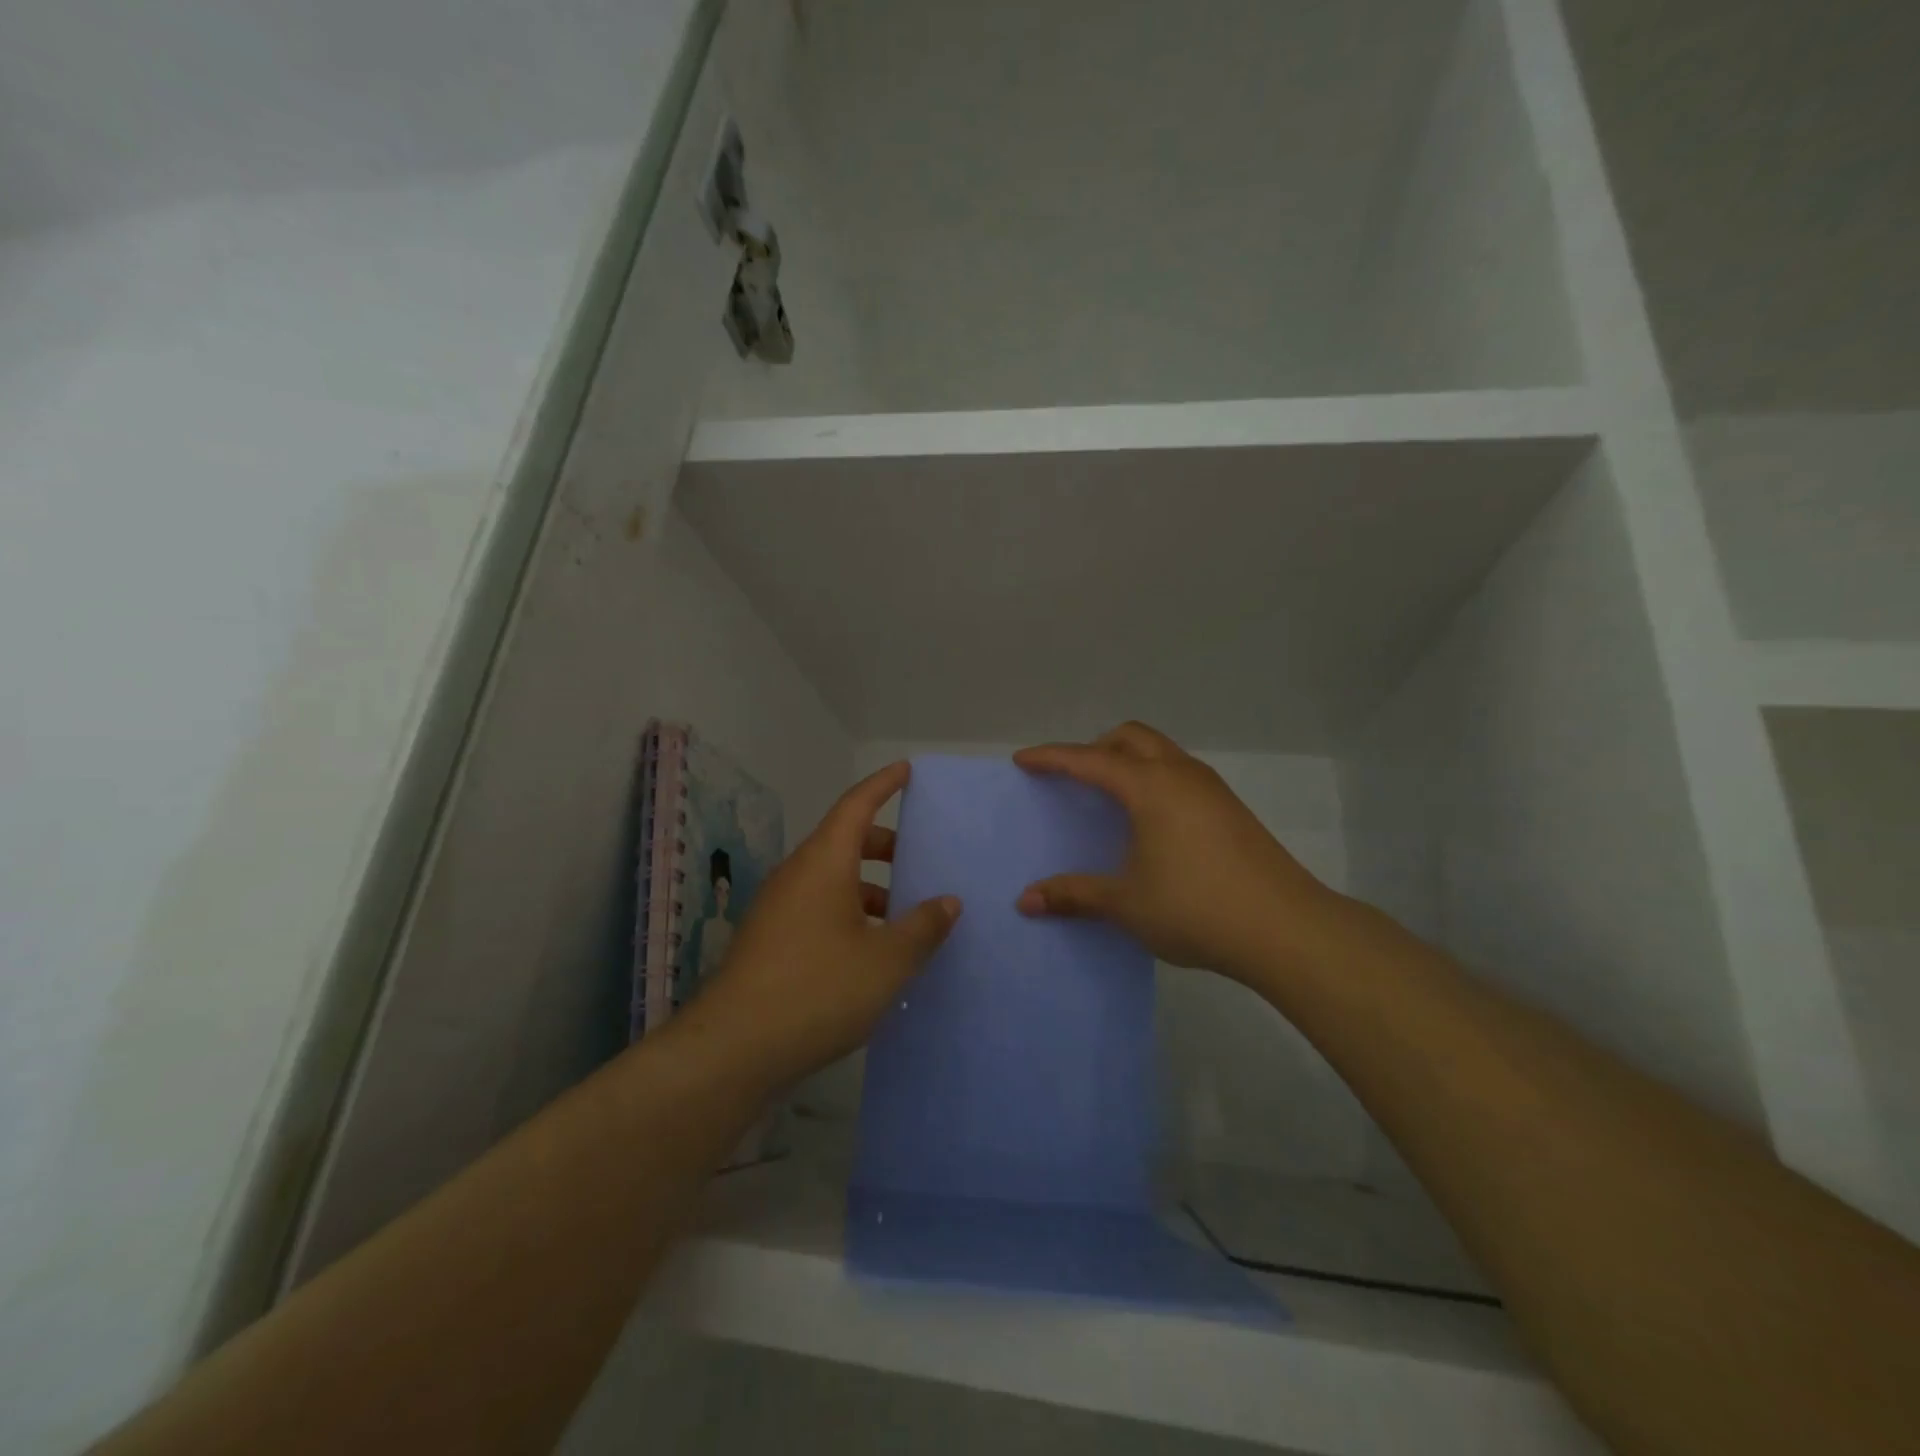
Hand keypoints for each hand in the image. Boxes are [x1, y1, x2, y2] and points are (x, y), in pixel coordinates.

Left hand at [674, 761, 960, 1094]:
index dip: (883, 785)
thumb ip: (923, 927)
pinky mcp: (770, 941)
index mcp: (824, 863)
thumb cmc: (819, 989)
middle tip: (921, 857)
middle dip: (884, 845)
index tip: (907, 770)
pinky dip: (849, 914)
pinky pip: (818, 908)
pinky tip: (872, 952)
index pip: (856, 805)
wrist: (734, 1048)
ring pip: (831, 879)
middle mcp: (797, 875)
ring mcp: (778, 908)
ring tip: (905, 915)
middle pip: (844, 841)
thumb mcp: (887, 961)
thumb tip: (947, 901)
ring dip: (869, 887)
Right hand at [1014, 722, 1337, 983]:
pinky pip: (1180, 772)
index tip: (1023, 759)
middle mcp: (1180, 774)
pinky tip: (1152, 820)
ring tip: (1110, 797)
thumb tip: (1026, 900)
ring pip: (1160, 751)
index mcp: (1149, 786)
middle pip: (1130, 737)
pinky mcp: (1230, 808)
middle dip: (1095, 747)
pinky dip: (1154, 777)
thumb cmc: (1195, 907)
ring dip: (1129, 759)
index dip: (1052, 758)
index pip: (1088, 760)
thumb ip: (1074, 895)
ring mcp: (1211, 788)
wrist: (1285, 928)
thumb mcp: (1126, 903)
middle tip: (1073, 777)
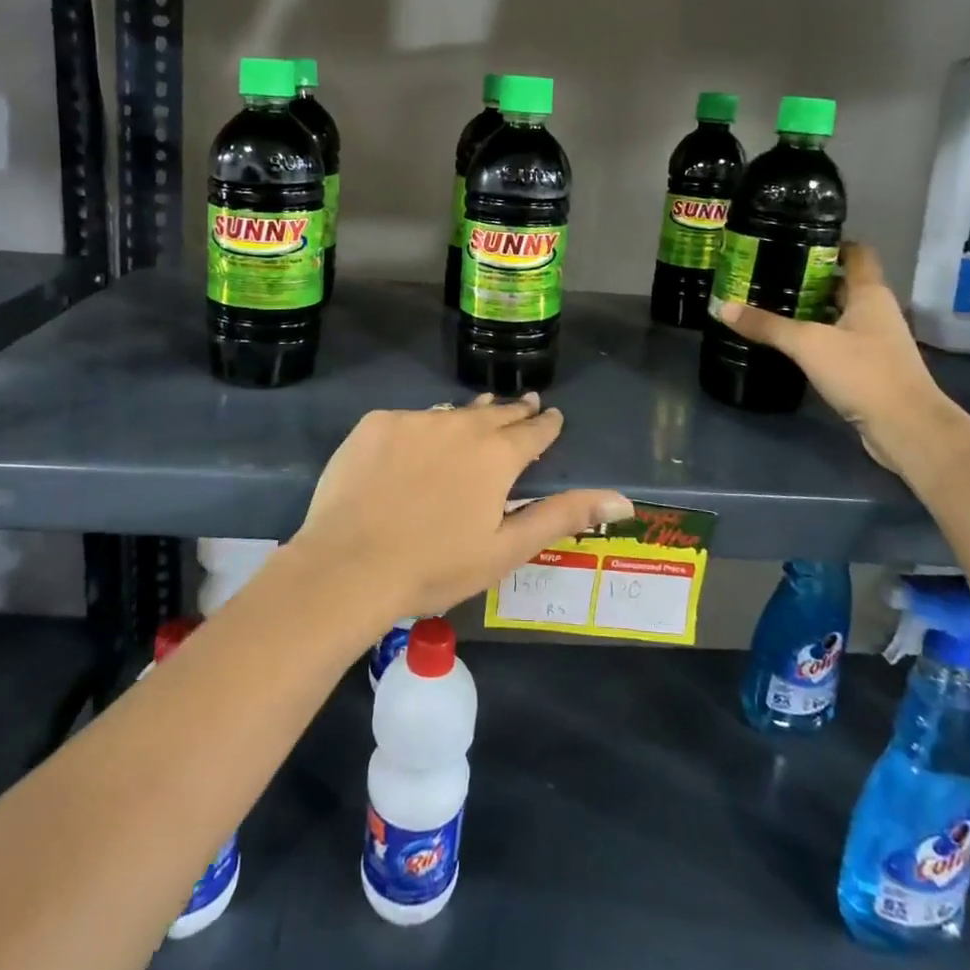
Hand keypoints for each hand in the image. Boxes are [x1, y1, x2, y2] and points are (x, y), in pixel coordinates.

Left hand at [290, 394, 631, 622]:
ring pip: (452, 412)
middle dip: (514, 410)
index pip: (532, 431)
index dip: (546, 424)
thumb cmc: (435, 566)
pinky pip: (410, 420)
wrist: (349, 565)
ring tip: (480, 412)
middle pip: (495, 413)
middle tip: (526, 403)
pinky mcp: (376, 424)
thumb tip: (621, 499)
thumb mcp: (506, 549)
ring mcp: (414, 421)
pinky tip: (419, 440)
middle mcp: (460, 425)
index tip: (553, 415)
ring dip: (470, 414)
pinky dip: (422, 427)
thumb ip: (562, 516)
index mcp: (496, 456)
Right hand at [714, 242, 957, 469]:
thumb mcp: (808, 344)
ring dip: (811, 309)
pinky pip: (838, 341)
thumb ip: (767, 325)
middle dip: (809, 277)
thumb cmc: (863, 372)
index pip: (857, 254)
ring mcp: (875, 341)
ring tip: (771, 303)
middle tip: (769, 272)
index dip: (831, 243)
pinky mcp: (869, 367)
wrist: (906, 427)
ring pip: (839, 313)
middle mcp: (876, 312)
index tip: (795, 240)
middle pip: (843, 284)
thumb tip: (724, 307)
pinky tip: (789, 343)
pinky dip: (816, 336)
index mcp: (870, 294)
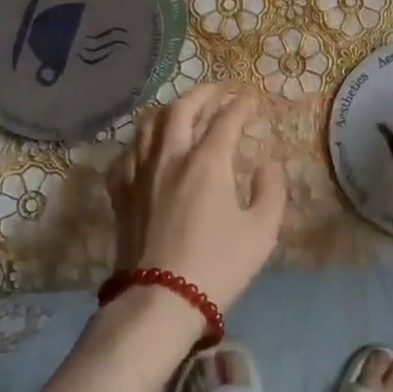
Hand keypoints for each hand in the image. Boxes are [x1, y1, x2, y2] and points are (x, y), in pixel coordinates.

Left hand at [106, 85, 286, 314]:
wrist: (160, 301)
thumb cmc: (218, 265)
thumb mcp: (262, 230)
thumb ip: (271, 190)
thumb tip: (268, 165)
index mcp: (207, 161)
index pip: (226, 119)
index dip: (241, 104)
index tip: (251, 98)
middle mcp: (170, 156)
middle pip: (182, 109)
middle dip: (203, 93)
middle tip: (218, 91)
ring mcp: (140, 173)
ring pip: (149, 124)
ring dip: (170, 109)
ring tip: (183, 109)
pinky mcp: (120, 193)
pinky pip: (126, 154)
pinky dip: (140, 141)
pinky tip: (146, 147)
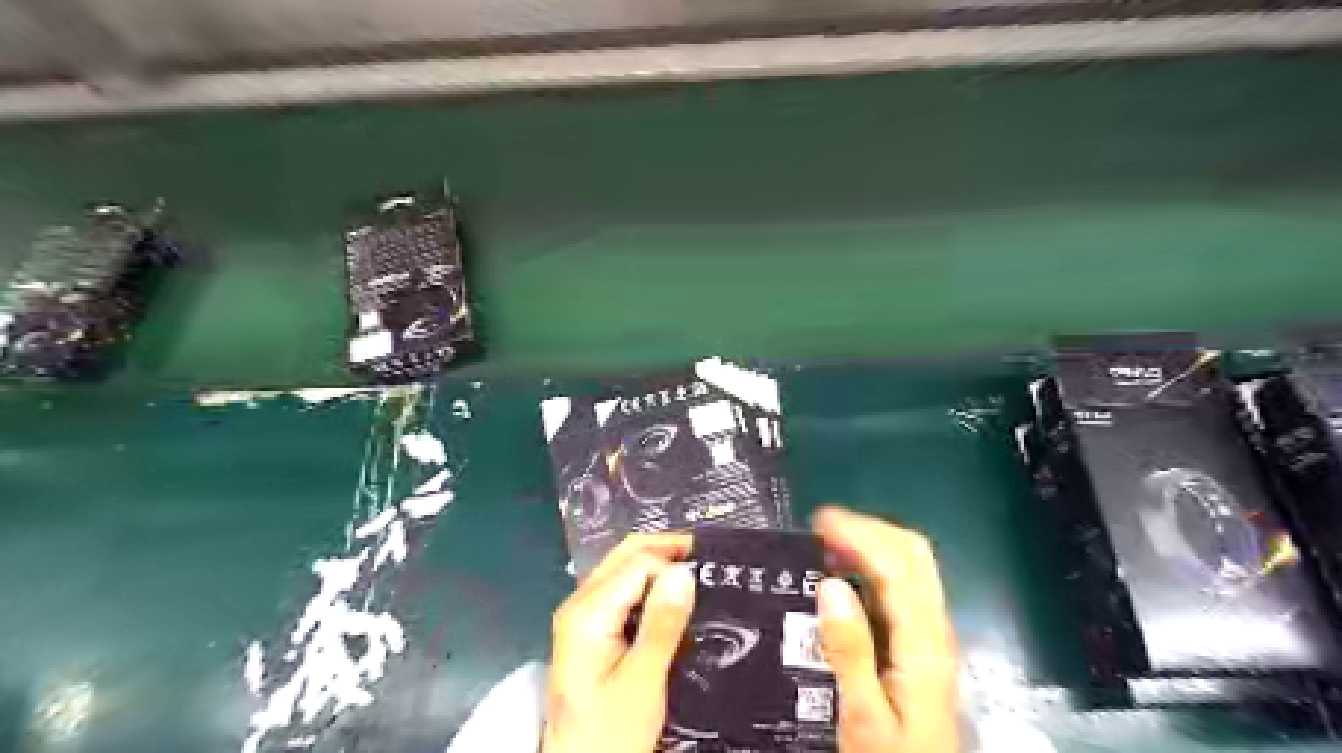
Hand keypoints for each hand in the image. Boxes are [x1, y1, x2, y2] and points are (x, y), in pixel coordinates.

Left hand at [540, 533, 695, 751]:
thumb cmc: (610, 732)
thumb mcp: (643, 681)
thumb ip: (662, 624)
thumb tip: (683, 571)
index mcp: (588, 612)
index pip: (637, 563)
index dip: (672, 564)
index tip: (709, 574)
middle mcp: (578, 603)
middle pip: (624, 556)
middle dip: (665, 550)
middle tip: (706, 559)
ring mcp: (580, 615)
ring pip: (622, 570)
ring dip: (657, 565)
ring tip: (695, 576)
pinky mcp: (587, 630)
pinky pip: (620, 591)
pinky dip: (647, 586)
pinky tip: (670, 598)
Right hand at [812, 505, 958, 752]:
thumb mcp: (863, 717)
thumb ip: (850, 651)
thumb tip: (831, 586)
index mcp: (922, 644)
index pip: (897, 566)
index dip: (859, 534)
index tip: (819, 522)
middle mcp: (935, 629)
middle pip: (913, 555)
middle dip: (869, 529)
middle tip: (823, 529)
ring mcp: (933, 636)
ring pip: (912, 567)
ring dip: (873, 543)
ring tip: (830, 545)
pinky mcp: (924, 646)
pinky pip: (905, 587)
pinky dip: (876, 566)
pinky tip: (848, 578)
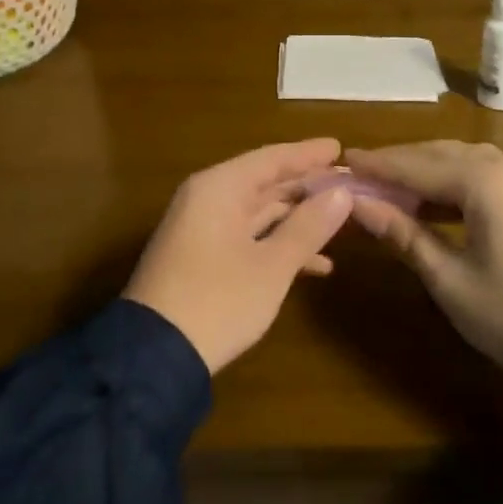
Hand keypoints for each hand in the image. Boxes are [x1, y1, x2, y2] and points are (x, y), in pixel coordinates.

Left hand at [124, 138, 351, 372]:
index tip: (340, 147)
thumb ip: (308, 226)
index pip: (272, 159)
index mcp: (220, 188)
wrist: (154, 356)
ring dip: (297, 220)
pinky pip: (247, 237)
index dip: (308, 154)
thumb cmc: (219, 300)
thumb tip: (342, 193)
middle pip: (265, 183)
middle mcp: (207, 199)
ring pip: (258, 212)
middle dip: (307, 188)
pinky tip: (316, 265)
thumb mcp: (272, 265)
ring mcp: (201, 229)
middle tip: (348, 185)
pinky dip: (277, 245)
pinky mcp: (201, 257)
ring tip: (340, 224)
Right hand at [344, 141, 502, 397]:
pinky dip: (458, 185)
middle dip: (400, 165)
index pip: (416, 165)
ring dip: (428, 173)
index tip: (340, 162)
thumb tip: (358, 204)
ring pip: (467, 162)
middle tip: (359, 177)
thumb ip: (404, 233)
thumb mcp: (451, 280)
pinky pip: (490, 177)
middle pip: (442, 155)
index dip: (376, 166)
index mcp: (486, 180)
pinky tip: (437, 204)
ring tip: (390, 190)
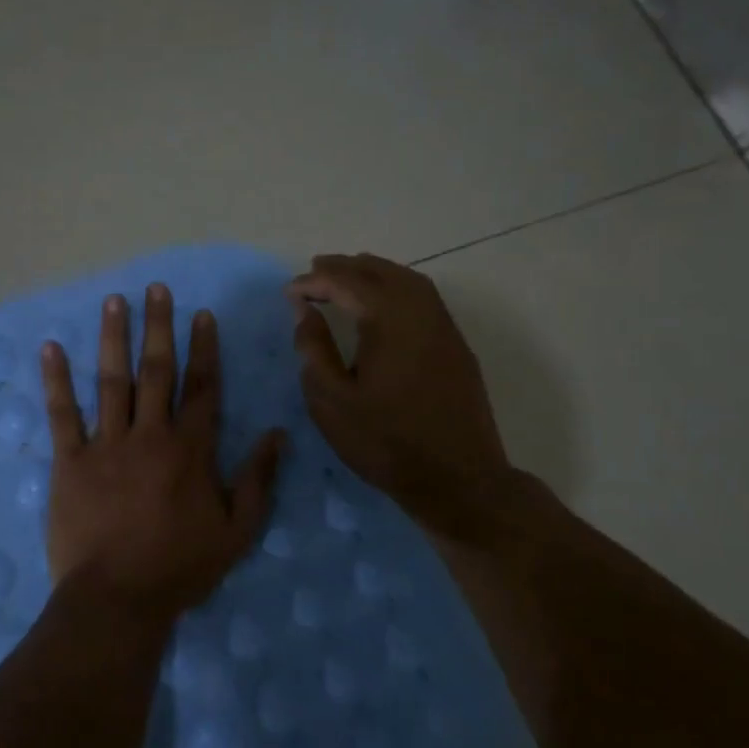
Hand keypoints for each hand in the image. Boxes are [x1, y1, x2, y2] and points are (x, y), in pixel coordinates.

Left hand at [41, 283, 286, 622]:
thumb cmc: (180, 568)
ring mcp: (107, 444)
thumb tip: (277, 434)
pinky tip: (51, 349)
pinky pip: (63, 414)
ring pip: (112, 381)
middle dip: (158, 327)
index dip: (204, 348)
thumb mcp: (237, 531)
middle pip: (157, 371)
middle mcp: (150, 434)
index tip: (201, 315)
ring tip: (114, 301)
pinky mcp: (70, 461)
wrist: (118, 599)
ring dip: (113, 338)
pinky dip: (56, 380)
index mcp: (191, 450)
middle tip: (156, 289)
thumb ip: (258, 479)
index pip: (202, 387)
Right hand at [288, 253, 514, 539]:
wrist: (459, 480)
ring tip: (347, 278)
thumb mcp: (332, 401)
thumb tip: (304, 310)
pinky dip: (398, 288)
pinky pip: (426, 300)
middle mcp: (422, 313)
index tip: (290, 292)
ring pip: (409, 281)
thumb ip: (313, 349)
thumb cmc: (385, 443)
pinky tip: (383, 305)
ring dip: (375, 273)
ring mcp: (445, 329)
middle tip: (315, 270)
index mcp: (390, 321)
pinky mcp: (457, 347)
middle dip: (346, 267)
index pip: (347, 283)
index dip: (315, 282)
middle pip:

═══

Going by the entries above, repeat exactly the lines that start at the line with "thumb tip: (831, 586)" and go on through the line with "middle tip: (359, 177)". Pictures are not part of the copy.

thumb tip: (831, 586)
index mcp: (922, 644)
index pip: (897, 566)
index dip: (859, 534)
index tip: (819, 522)
middle mcp: (935, 629)
middle pip: (913, 555)
middle dip: (869, 529)
middle tip: (823, 529)
ring mcp: (933, 636)
ring pip: (912, 567)
ring dip: (873, 543)
ring tip: (830, 545)
pinky mcp: (924, 646)
pinky pip: (905, 587)
pinky dip: (876, 566)
pinky tip: (848, 578)
Hand keypoints for each hand in the image. Boxes are [x1, y1, x2, y2] and points are (x, y), in pixel coordinates.

Left hand at [124, 138, 351, 372]:
index tip: (340, 147)
thumb ip: (308, 226)
index pip: (272, 159)
index mcp: (220, 188)
wrist: (154, 356)
ring dip: (297, 220)
pinky pip: (247, 237)
index dip: (308, 154)
thumb cmc: (219, 300)
thumb tip: (342, 193)
middle pip: (265, 183)
middle mcp: (207, 199)
ring pip: (258, 212)
middle dip: (307, 188)
pinky tip: (316, 265)
thumb mcp: (272, 265)
ring mcp: (201, 229)
middle tip: (348, 185)
pinky dip: (277, 245)
pinky mcp: (201, 257)
ring tip: (340, 224)
Right hand at [344, 141, 502, 397]:
pinky dip: (458, 185)
middle dip: (400, 165)
index pip: (416, 165)
ring dip: (428, 173)
index tip: (340, 162)
thumb tip: (358, 204)
ring pip: (467, 162)
middle tip: (359, 177)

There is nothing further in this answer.